● **Data in this exercise**:
○ ○ ○

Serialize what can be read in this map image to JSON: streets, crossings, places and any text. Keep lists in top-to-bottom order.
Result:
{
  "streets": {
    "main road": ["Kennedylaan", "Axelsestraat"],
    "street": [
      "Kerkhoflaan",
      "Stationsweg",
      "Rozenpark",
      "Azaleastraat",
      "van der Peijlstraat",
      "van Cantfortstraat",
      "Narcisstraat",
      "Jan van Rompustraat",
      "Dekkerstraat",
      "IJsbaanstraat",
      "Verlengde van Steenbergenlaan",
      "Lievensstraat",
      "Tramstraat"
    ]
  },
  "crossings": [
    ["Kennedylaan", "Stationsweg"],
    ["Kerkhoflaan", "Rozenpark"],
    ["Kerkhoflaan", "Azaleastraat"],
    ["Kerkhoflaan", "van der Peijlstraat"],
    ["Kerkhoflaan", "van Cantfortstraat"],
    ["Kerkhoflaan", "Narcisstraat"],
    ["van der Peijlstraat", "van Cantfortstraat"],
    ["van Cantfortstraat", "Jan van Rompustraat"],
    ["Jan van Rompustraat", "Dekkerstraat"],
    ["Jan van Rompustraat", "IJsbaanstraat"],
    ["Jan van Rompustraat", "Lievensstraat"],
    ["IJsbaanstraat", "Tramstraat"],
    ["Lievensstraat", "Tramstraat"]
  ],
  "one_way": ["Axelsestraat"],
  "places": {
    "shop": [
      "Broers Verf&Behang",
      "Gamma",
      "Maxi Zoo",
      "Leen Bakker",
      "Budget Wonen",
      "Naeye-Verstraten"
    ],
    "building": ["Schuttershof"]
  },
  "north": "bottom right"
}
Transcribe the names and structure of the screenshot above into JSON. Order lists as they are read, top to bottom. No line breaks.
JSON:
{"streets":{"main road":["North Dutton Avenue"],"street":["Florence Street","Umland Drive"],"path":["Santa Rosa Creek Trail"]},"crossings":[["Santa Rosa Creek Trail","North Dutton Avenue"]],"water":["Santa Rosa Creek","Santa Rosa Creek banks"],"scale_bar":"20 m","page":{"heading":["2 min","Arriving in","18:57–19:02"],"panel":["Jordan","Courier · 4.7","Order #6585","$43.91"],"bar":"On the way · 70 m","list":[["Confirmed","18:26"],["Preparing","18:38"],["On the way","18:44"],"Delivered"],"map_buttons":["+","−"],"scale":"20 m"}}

○ ○ ○

● **Instructions for the task**:
Given the word "Lievensstraat", show every line of the records that contains it.

● **Answer**:
      "Lievensstraat",
    ["Jan van Rompustraat", "Lievensstraat"],
    ["Lievensstraat", "Tramstraat"]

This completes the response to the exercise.